Delduca explicó, en los hechos, que no alcanzó con pedir “hazme un emulador” y esperar. El proceso se parece más a dirigir una obra: indicar, probar, corregir y volver a pedir. La IA acelera, pero alguien tiene que sostener el plano general.
En el centro del proyecto aparece otra entidad clave: Carimbo, un motor de juegos 2D multiplataforma escrito en C++ y programable con Lua. Lua (lenguaje de scripts liviano) funciona como una capa flexible para escribir lógica sin tocar el corazón del motor.
Incluso el nombre “Carimbo” viene de “sello”: su filosofía es “estampar sprites continuamente en la pantalla”. En lenguaje de cocina, sería como una máquina de hacer galletitas que no para: la masa sale una y otra vez con la forma correcta, a gran ritmo.
También te puede interesar:Anthropic recluta al cofundador de OpenAI Durk KingmaCon esa base, Delduca usó Claude para generar los scripts en Lua que hacen funcionar el emulador “encima” de Carimbo. El código quedó publicado en GitHub y existe una versión identificada como 1.0.1 para descargar y probar localmente.
El resultado se puede ejecutar y permite jugar Donkey Kong desde el navegador. Ese dato, por sí solo, es una pieza clave: muestra que la IA puede producir código suficientemente complejo como para imitar el comportamiento de una consola histórica.
Ahora bien, la aplicación práctica también deja ver las costuras. El rendimiento es deficiente: el juego va muy lento, con sensación de pocos FPS (fotogramas por segundo), y la ralentización se nota a simple vista.

Hay otro faltante importante: no tiene música ni efectos de sonido. Y en un juego clásico, el audio no es un adorno; es parte del “cuerpo” de la experiencia.
Por eso, este emulador queda claramente por detrás de otros emuladores de NES ya existentes, que son más fluidos y completos.
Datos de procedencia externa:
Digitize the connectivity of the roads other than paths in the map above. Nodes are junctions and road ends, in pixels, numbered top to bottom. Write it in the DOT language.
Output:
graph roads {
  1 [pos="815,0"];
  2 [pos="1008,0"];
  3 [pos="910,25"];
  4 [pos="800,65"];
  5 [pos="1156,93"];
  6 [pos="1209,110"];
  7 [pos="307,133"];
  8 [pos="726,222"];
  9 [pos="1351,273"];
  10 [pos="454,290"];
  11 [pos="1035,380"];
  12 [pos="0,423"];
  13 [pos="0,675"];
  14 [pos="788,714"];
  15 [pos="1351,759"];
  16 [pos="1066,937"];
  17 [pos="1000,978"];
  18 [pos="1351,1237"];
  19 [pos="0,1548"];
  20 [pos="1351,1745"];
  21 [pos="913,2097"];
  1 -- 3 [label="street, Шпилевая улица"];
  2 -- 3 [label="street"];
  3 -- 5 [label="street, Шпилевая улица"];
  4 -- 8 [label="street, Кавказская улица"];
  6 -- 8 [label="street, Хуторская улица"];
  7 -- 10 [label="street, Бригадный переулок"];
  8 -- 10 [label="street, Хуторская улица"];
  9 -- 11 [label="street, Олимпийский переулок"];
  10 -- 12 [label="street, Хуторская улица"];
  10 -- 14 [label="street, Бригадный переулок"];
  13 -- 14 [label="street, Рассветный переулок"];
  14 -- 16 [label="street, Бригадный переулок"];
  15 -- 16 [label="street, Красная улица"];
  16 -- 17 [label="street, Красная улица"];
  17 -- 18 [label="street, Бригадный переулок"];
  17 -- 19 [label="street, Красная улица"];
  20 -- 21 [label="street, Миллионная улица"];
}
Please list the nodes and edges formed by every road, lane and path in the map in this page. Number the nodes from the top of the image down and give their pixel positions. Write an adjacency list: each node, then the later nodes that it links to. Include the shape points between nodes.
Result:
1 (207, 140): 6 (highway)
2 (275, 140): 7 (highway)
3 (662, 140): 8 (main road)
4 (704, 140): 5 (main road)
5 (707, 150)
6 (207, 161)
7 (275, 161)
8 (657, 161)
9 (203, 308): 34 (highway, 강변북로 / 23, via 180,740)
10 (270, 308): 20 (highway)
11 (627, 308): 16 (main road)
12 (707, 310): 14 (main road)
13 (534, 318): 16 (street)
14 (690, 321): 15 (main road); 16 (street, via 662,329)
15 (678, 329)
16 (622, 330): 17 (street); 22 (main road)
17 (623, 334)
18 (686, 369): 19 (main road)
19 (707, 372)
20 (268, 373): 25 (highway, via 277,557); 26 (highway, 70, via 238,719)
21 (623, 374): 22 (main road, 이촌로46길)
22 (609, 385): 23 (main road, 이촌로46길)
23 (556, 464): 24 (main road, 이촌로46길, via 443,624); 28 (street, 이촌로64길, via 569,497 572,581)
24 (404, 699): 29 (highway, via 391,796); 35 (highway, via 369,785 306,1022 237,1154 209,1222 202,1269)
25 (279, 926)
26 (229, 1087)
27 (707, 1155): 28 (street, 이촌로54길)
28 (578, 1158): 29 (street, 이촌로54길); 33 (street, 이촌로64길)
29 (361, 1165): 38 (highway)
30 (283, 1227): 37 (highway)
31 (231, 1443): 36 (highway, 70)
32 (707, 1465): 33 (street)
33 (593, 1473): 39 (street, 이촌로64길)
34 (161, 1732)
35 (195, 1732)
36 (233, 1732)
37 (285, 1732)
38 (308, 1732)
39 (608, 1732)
El punto no es destronar herramientas maduras, sino mostrar una oportunidad: usar IA como atajo para prototipos, para aprender y para convertir ideas grandes en algo ejecutable en días, no en meses.
Al final, la promesa no es que la IA reemplace el oficio, sino que le agregue un nuevo interruptor: el de pasar de “imaginar” a “probar” con una velocidad que, hasta hace poco, parecía ciencia ficción.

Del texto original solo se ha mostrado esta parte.